Cholecystitis: In the clinic setting, acalculous cholecystitis is rarely an issue, so the absence of gallstones or sludge makes cholecystitis extremely unlikely. If stones or sludge are present, carefully measure the thickness of the anterior GB wall interfacing the liver (short or long axis). Use an optimized GB image. As mentioned in the previous chapter, don’t measure a contracted GB wall. Normal wall thickness is less than 5 mm. In a thickened GB wall, there should be several layers with the outer layer hyperechoic. The hypoechoic middle layer is not pericholecystic fluid. Pericholecystic fluid is rare and would be beyond the outer wall of the GB. A thickened GB occurs in conditions other than cholecystitis (ascites, elevated right atrial pressure, and adenomyomatosis). Here is a GB wall that was thickened by eyeball and by measurement and was associated with stones, sludge, and active cholecystitis.

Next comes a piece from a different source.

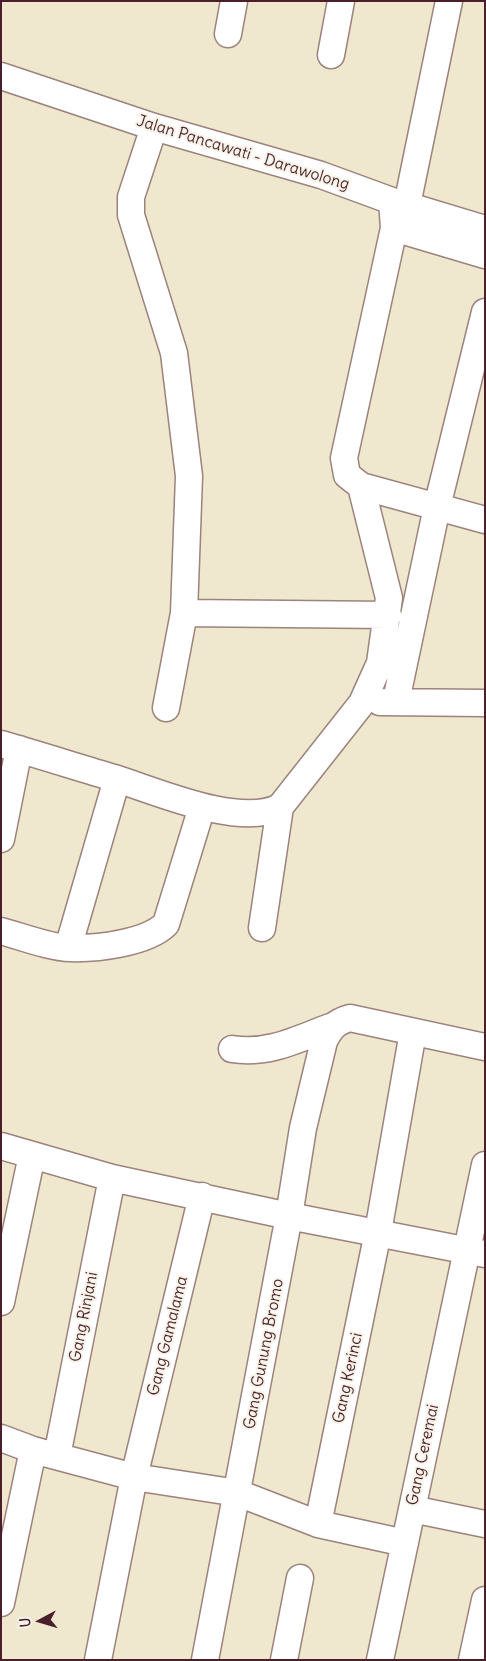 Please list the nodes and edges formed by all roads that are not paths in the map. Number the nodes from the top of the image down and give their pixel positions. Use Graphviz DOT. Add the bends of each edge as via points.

Murphy sign: To perform the sonographic Murphy sign correctly, find the GB in a transverse subcostal view and position the probe lightly on the fundus of the GB. Then have the patient inspire deeply while steady pressure is maintained on the probe. Observe the degree of patient discomfort with this maneuver. Then, move the probe a little to each side of the GB and repeat the inspiration and pressure, assessing the pain again. A positive sonographic Murphy sign is pain that is increased with inspiration specifically where the GB is lying.
BILE DUCT PATHOLOGY
Studies show that evaluation of the bile ducts is of little use for diagnosis of patients suspected of subacute or acute cholecystitis. However, patients with more chronic symptoms could have obstruction of the common bile duct (CBD) or intrahepatic ducts and both the proximal and distal bile ducts should be imaged.
Common bile duct: A normal distal common bile duct (CBD) is < 6 mm in diameter but it gains 1 mm per decade in older patients and may be up to 10 mm in post-cholecystectomy patients. Normal CBDs were shown in the Liver imaging chapter.
The following clip demonstrates both dilated CBD and more proximal hepatic ducts, but requires careful examination. In the center of the image is the portal vein (PV). Posterior to the PV is a hypoechoic tube that can be seen as the continuation from some tubes out at 9:00. This tube is the CBD heading toward the pancreas. This is the same patient shown above with the enlarged GB who was eventually diagnosed with a CBD cholangiocarcinoma. Both the CBD and intrahepatic ducts are expected to be dilated in this condition. A patient with sclerosing cholangitis or a proximal cholangiocarcinoma might only have dilation of hepatic ducts with a normal size CBD.